━━ Task inputs
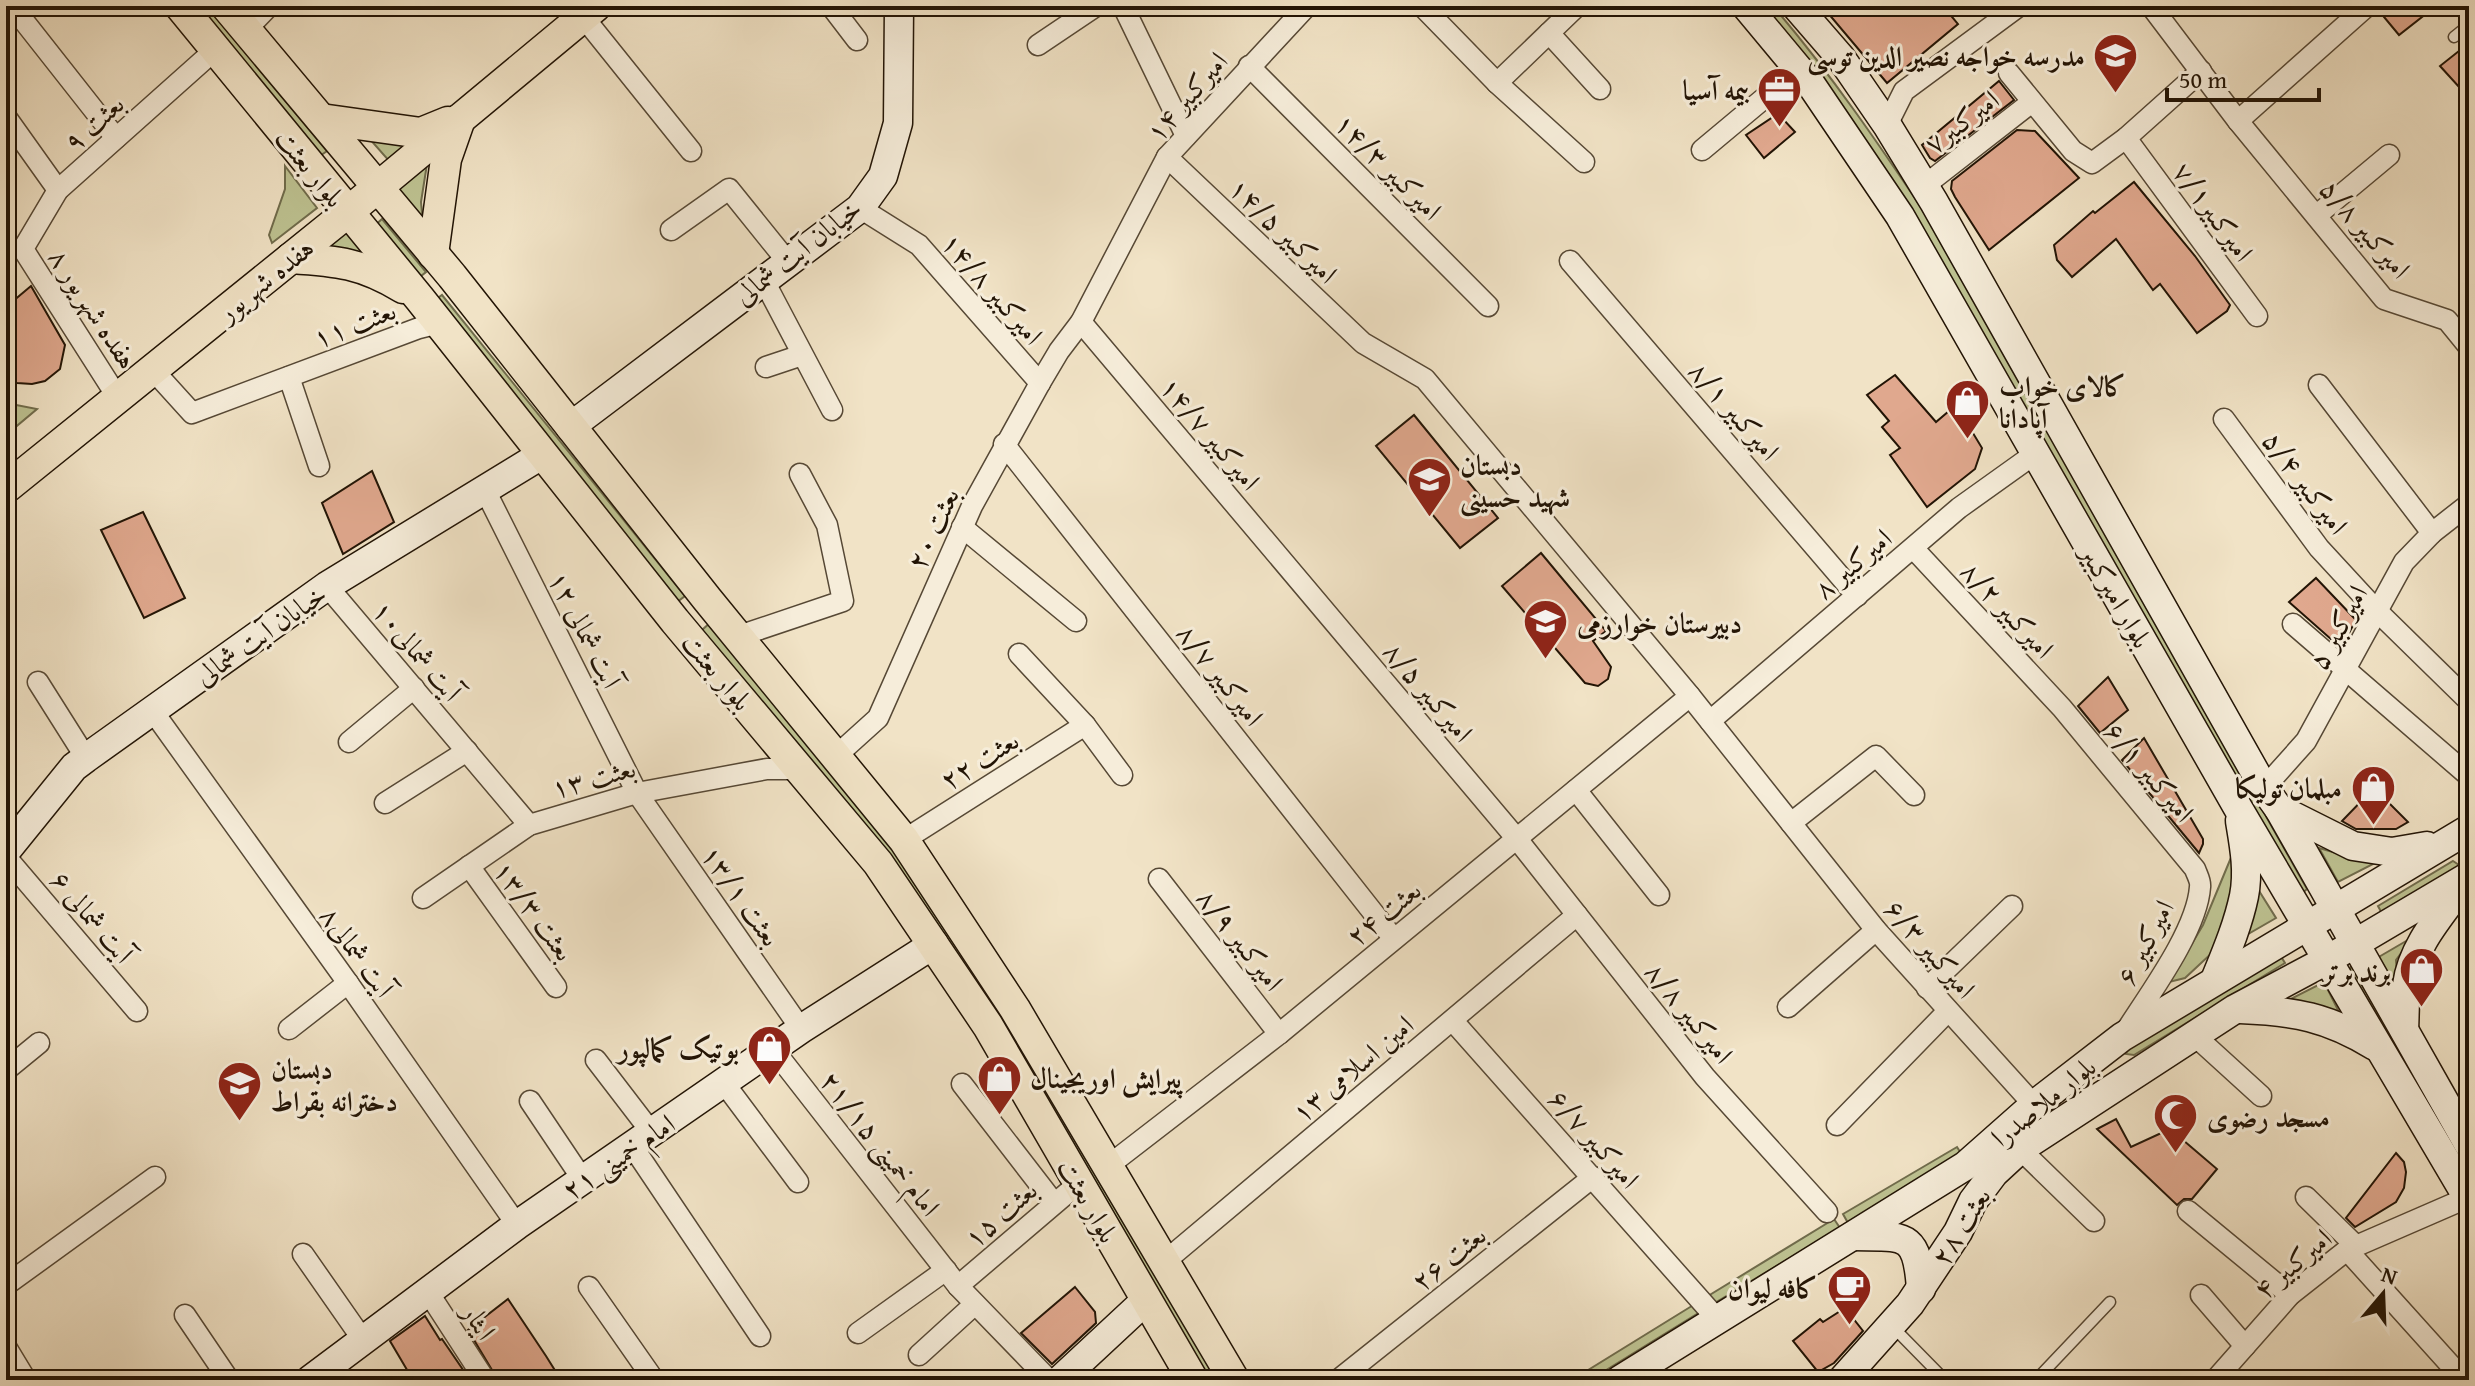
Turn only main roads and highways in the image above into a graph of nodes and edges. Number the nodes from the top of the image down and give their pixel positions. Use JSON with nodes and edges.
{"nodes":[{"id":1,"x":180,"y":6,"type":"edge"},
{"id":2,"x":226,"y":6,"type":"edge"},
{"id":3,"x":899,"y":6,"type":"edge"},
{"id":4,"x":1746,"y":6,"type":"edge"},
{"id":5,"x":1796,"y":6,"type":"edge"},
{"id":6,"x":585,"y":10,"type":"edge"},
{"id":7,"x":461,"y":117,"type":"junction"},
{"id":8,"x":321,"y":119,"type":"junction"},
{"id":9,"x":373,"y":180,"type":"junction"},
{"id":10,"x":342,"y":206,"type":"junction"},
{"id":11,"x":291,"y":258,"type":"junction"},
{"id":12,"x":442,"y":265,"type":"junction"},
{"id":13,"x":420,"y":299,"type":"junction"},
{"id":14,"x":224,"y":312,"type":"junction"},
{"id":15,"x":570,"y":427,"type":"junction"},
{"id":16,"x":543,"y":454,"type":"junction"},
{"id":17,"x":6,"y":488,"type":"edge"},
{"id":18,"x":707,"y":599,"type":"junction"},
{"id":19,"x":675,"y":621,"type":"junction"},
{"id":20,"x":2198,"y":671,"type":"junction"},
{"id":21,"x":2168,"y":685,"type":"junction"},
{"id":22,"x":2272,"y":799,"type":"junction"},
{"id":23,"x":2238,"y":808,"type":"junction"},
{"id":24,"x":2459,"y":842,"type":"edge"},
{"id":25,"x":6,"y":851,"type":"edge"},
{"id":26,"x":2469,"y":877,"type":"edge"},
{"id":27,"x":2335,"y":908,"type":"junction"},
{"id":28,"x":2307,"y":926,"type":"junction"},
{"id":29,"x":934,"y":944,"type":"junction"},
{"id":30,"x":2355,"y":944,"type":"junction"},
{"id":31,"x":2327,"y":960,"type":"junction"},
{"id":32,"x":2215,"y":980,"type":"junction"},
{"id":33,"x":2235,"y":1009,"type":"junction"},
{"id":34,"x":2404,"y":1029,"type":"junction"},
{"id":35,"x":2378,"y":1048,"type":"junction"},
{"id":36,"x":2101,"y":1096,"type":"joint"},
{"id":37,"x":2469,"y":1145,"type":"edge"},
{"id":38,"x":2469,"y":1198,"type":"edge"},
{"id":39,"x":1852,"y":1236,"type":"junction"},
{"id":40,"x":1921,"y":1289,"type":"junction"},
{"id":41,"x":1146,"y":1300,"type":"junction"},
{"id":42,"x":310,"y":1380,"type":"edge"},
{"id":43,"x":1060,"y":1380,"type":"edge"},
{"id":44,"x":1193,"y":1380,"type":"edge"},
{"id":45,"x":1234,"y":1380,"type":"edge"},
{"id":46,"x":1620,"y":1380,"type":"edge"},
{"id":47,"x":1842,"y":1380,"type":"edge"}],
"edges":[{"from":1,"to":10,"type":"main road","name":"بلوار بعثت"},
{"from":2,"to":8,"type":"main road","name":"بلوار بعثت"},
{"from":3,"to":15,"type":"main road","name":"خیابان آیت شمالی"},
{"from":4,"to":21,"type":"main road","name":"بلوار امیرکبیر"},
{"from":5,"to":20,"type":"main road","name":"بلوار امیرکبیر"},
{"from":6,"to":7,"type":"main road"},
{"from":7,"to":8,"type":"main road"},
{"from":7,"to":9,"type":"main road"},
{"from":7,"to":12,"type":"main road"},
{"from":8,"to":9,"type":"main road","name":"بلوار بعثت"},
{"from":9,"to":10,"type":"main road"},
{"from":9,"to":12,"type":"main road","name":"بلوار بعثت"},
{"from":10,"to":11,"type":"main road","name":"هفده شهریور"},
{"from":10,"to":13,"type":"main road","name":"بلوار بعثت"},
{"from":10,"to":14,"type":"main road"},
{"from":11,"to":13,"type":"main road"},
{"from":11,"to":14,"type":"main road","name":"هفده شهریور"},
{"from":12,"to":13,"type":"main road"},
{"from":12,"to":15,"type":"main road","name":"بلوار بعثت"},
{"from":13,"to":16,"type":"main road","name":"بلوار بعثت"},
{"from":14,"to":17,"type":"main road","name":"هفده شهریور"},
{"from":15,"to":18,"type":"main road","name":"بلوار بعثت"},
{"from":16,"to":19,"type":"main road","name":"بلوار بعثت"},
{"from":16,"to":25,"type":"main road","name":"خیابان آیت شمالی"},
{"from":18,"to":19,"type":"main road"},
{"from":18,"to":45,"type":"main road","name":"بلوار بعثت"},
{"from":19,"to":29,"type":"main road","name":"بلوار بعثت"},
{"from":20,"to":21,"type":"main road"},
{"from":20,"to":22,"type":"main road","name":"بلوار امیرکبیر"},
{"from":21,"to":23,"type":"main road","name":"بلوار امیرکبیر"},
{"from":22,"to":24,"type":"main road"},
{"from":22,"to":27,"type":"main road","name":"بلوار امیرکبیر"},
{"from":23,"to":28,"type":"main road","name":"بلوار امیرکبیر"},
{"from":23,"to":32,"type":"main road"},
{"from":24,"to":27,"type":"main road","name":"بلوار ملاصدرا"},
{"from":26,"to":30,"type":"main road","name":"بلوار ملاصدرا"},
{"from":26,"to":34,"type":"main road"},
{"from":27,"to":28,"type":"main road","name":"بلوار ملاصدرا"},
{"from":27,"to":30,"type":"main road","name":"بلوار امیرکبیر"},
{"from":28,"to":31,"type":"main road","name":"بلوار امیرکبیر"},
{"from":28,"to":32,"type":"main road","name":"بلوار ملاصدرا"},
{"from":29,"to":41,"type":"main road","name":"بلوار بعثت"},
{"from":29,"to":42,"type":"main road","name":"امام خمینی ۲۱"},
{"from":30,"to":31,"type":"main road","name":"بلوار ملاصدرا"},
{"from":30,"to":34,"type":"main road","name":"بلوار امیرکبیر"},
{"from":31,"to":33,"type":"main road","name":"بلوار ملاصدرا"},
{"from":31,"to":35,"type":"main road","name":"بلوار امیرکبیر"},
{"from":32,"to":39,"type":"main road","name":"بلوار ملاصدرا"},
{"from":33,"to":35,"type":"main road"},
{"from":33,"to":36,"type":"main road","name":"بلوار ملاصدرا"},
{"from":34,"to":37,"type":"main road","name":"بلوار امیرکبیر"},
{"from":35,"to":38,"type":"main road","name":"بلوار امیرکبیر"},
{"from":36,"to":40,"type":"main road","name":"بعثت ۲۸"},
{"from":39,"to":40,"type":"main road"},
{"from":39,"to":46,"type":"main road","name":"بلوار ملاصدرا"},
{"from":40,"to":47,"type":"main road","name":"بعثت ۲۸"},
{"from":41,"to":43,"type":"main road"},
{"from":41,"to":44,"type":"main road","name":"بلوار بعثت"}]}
━━━━
What to work on: Repeat the material above verbatim, with no pictures in the output.

Exercise answer:
Turn only main roads and highways in the image above into a graph of nodes and edges. Number the nodes from the top of the image down and give their pixel positions. Use JSON with nodes and edges.
{"nodes":[{"id":1,"x":180,"y":6,"type":"edge"},
{"id":2,"x":226,"y":6,"type":"edge"},
{"id":3,"x":899,"y":6,"type":"edge"},
{"id":4,"x":1746,"y":6,"type":"edge"},
{"id":5,"x":1796,"y":6,"type":"edge"},
{"id":6,"x":585,"y":10,"type":"edge"},
{"id":7,"x":461,"y":117,"type":"junction"},
{"id":8,"x":321,"y":119,"type":"junction"},
{"id":9,"x":373,"y":180,"type":"junction"},
{"id":10,"x":342,"y":206,"type":"junction"},
{"id":11,"x":291,"y":258,"type":"junction"},
{"id":12,"x":442,"y":265,"type":"junction"},
{"id":13,"x":420,"y":299,"type":"junction"},
{"id":14,"x":224,"y":312,"type":"junction"},
{"id":15,"x":570,"y":427,"type":"junction"},
{"id":16,"x":543,"y":454,"type":"junction"},
{"id":17,"x":6,"y":488,"type":"edge"},
{"id":18,"x":707,"y":599,"type":"junction"},
{"id":19,"x":675,"y":621,"type":"junction"},
{"id":20,"x":2198,"y":671,"type":"junction"},
{"id":21,"x":2168,"y":685,"type":"junction"},
{"id":22,"x":2272,"y":799,"type":"junction"},
{"id":23,"x":2238,"y":808,"type":"junction"},
{"id":24,"x":2459,"y":842,"type":"edge"},
{"id":25,"x":6,"y":851,"type":"edge"},
{"id":26,"x":2469,"y":877,"type":"edge"},
{"id":27,"x":2335,"y":908,"type":"junction"},
{"id":28,"x":2307,"y":926,"type":"junction"},
{"id":29,"x":934,"y":944,"type":"junction"},
{"id":30,"x":2355,"y":944,"type":"junction"},
{"id":31,"x":2327,"y":960,"type":"junction"},
{"id":32,"x":2215,"y":980,"type":"junction"},
{"id":33,"x":2235,"y":1009,"type":"junction"},
{"id":34,"x":2404,"y":1029,"type":"junction"},
{"id":35,"x":2378,"y":1048,"type":"junction"},
{"id":36,"x":2101,"y":1096,"type":"joint"},
{"id":37,"x":2469,"y":1145,"type":"edge"},
{"id":38,"x":2469,"y":1198,"type":"edge"},
{"id":39,"x":1852,"y":1236,"type":"junction"},
{"id":40,"x":1921,"y":1289,"type":"junction"},
{"id":41,"x":1146,"y":1300,"type":"junction"},
{"id":42,"x":310,"y":1380,"type":"edge"},
{"id":43,"x":1060,"y":1380,"type":"edge"},
{"id":44,"x":1193,"y":1380,"type":"edge"},
{"id":45,"x":1234,"y":1380,"type":"edge"},
{"id":46,"x":1620,"y":1380,"type":"edge"},
{"id":47,"x":1842,"y":1380,"type":"edge"}],
"edges":[{"from":1,"to":10,"type":"main road","name":"بلوار بعثت"},
{"from":2,"to":8,"type":"main road","name":"بلوار بعثت"},
{"from":3,"to":15,"type":"main road","name":"خیابان آیت شمالی"},
{"from":4,"to":21,"type":"main road","name":"بلوار امیرکبیر"},
{"from":5,"to":20,"type":"main road","name":"بلوار امیرکبیر"},
{"from":6,"to":7,"type":"main road"},
{"from":7,"to":8,"type":"main road"},
{"from":7,"to":9,"type":"main road"},
{"from":7,"to":12,"type":"main road"},
{"from":8,"to":9,"type":"main road","name":"بلوار بعثت"},
{"from":9,"to":10,"type":"main road"},
{"from":9,"to":12,"type":"main road","name":"بلوار بعثت"},
{"from":10,"to":11,"type":"main road","name":"هفده شهریور"},
{"from":10,"to":13,"type":"main road","name":"بلوار بعثت"},
{"from":10,"to":14,"type":"main road"},
{"from":11,"to":13,"type":"main road"},
{"from":11,"to":14,"type":"main road","name":"هفده شهریور"},
{"from":12,"to":13,"type":"main road"},
{"from":12,"to":15,"type":"main road","name":"بلوار بعثت"},
{"from":13,"to":16,"type":"main road","name":"بلوار بعثت"},
{"from":14,"to":17,"type":"main road","name":"هفده شهریور"},
{"from":15,"to":18,"type":"main road","name":"بلوار بعثت"},
{"from":16,"to":19,"type":"main road","name":"بلوار بعثت"},
{"from":16,"to":25,"type":"main road","name":"خیابان آیت شمالی"},
{"from":18,"to":19,"type":"main road"},
{"from":18,"to":45,"type":"main road","name":"بلوار بعثت"},
{"from":19,"to":29,"type":"main road","name":"بلوار بعثت"},
{"from":20,"to":21,"type":"main road"},
{"from":20,"to":22,"type":"main road","name":"بلوار امیرکبیر"},
{"from":21,"to":23,"type":"main road","name":"بلوار امیرکبیر"},
{"from":22,"to":24,"type":"main road"},
{"from":22,"to":27,"type":"main road","name":"بلوار امیرکبیر"},
{"from":23,"to":28,"type":"main road","name":"بلوار امیرکبیر"},
{"from":23,"to":32,"type":"main road"},
{"from":24,"to":27,"type":"main road","name":"بلوار ملاصدرا"},
{"from":26,"to":30,"type":"main road","name":"بلوار ملاصدرا"},
{"from":26,"to":34,"type":"main road"},
{"from":27,"to":28,"type":"main road","name":"بلوار ملاصدرا"},
{"from":27,"to":30,"type":"main road","name":"بلوار امیرکبیر"},
{"from":28,"to":31,"type":"main road","name":"بلوار امیرکبیر"},
{"from":28,"to":32,"type":"main road","name":"بلوار ملاصدرا"},
{"from":29,"to":41,"type":"main road","name":"بلوار بعثت"},
{"from":29,"to":42,"type":"main road","name":"امام خمینی ۲۱"},
{"from":30,"to":31,"type":"main road","name":"بلوار ملاصدرا"},
{"from":30,"to":34,"type":"main road","name":"بلوار امیرکبیر"},
{"from":31,"to":33,"type":"main road","name":"بلوار ملاصدرا"},
{"from":31,"to":35,"type":"main road","name":"بلوار امیرکبیر"},
{"from":32,"to":39,"type":"main road","name":"بلوار ملاصدرا"},
{"from":33,"to":35,"type":"main road"},
{"from":33,"to":36,"type":"main road","name":"بلوار ملاصدرا"},
{"from":34,"to":37,"type":"main road","name":"بلوار امیرکبیر"},
{"from":35,"to":38,"type":"main road","name":"بلوار امیرکبیر"},
{"from":36,"to":40,"type":"main road","name":"بعثت ۲۸"},
{"from":39,"to":40,"type":"main road"},
{"from":39,"to":46,"type":"main road","name":"بلوار ملاصدرا"},
{"from":40,"to":47,"type":"main road","name":"بعثت ۲۸"},
{"from":41,"to":43,"type":"main road"},
{"from":41,"to":44,"type":"main road","name":"بلوار بعثت"}]}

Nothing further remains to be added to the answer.